Camada de ozônio se recupera, mas permanece ameaçada, diz novo relatório da ONU

O Protocolo de Montreal ajudou a acabar com 97% da produção de substâncias destruidoras da camada de ozônio desde que foi implementado em 1987. Foto: PNUMA

De acordo o relatório do Programa da ONU para o Meio Ambiente (PNUMA) e da Organização Meteorológica Mundial (OMM), divulgado nesta quarta-feira (10), a camada de ozônio segue na direção certa para se recuperar significativamente até 2050.

O documento, intitulado “Avaliação Científica da Diminuição da Camada de Ozônio 2014“, é resultado de uma investigação de dois anos realizada por 300 cientistas de 36 países, incluindo o Brasil. Ele mostra que a recuperação foi atribuída graças à ação coletiva do Protocolo de Montreal, que desde 1987 tem estimulado os países a desenvolver políticas e ações para reduzir e eliminar progressivamente o uso de produtos químicos que destroem o ozônio.

“A ação internacional sobre a camada de ozônio é uma grande história de sucesso ambiental”, disse o secretário-geral da OMM, Michel Jarraud, em um comunicado à imprensa.

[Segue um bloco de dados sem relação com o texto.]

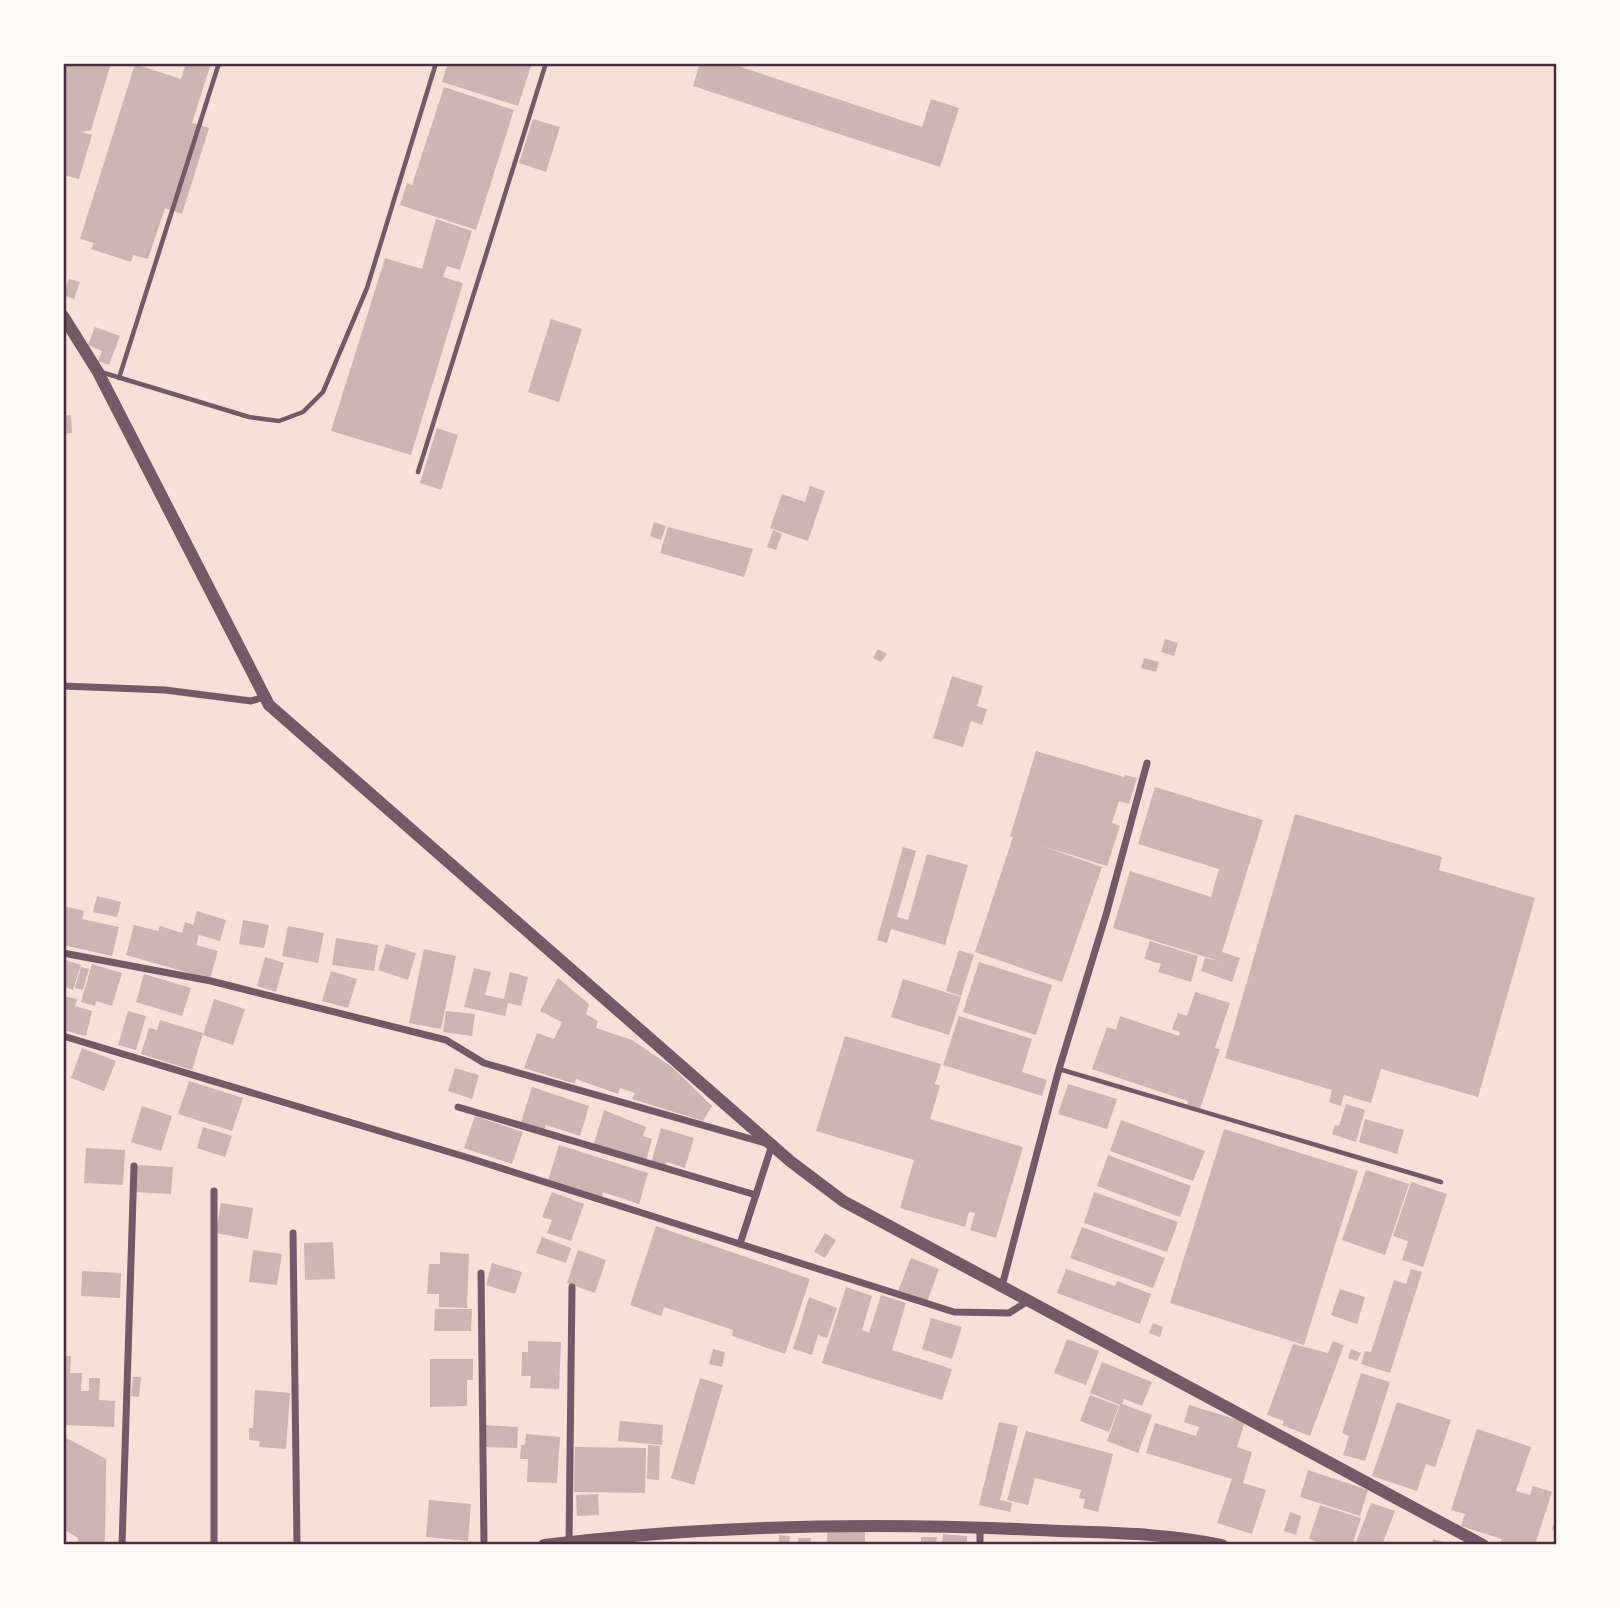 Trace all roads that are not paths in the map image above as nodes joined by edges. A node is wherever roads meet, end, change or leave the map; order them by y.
1 (219, 63) edge
2 (436, 63) edge
3 (546, 63) edge
4 (63, 316) edge
5 (98, 372) junction
6 (119, 378) junction
7 (418, 472) dead end
8 (63, 686) edge
9 (264, 697) junction
10 (1147, 763) dead end
11 (63, 953) edge
12 (63, 1036) edge
13 (1059, 1069) junction
14 (458, 1107) dead end
15 (772, 1145) junction
16 (134, 1166) dead end
17 (1441, 1182) dead end
18 (214, 1191) dead end
19 (756, 1195) junction
20 (293, 1233) dead end
21 (740, 1244) junction
22 (481, 1273) dead end
23 (1002, 1286) junction
24 (572, 1287) dead end
25 (1029, 1300) junction
26 (980, 1527) junction
27 (1101, 1539) edge
28 (569, 1542) junction
29 (122, 1545) edge
30 (214, 1545) edge
31 (298, 1545) edge
32 (484, 1545) edge
33 (544, 1545) edge
34 (980, 1545) edge
35 (1222, 1545) edge
36 (1483, 1545) edge

1 - 6 lane
2 - 6 lane
3 - 7 lane
4 - 5 street
5 - 6 lane
5 - 9 street
8 - 9 street
9 - 15 street
10 - 13 street
11 - 15 street
12 - 21 street
13 - 17 lane
13 - 23 street
14 - 19 street
15 - 19 street
15 - 23 street
16 - 29 street
18 - 30 street
19 - 21 street
20 - 31 street
21 - 25 street
22 - 32 street
23 - 25 street
24 - 28 street
25 - 36 street
26 - 27 street
26 - 28 street
26 - 34 street
27 - 35 street
28 - 33 street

Na ocasião, ele pediu uma ação maior e mais unificada para combater as alterações climáticas e reduzir as flutuações contínuas para composição do ozônio na atmosfera.

O relatório também observa que a situação da camada de ozônio em 2050 dependerá do nível de concentração de emissão, nos próximos anos, do CO2, metano e óxido nitroso — os três principais gases causadores do efeito estufa.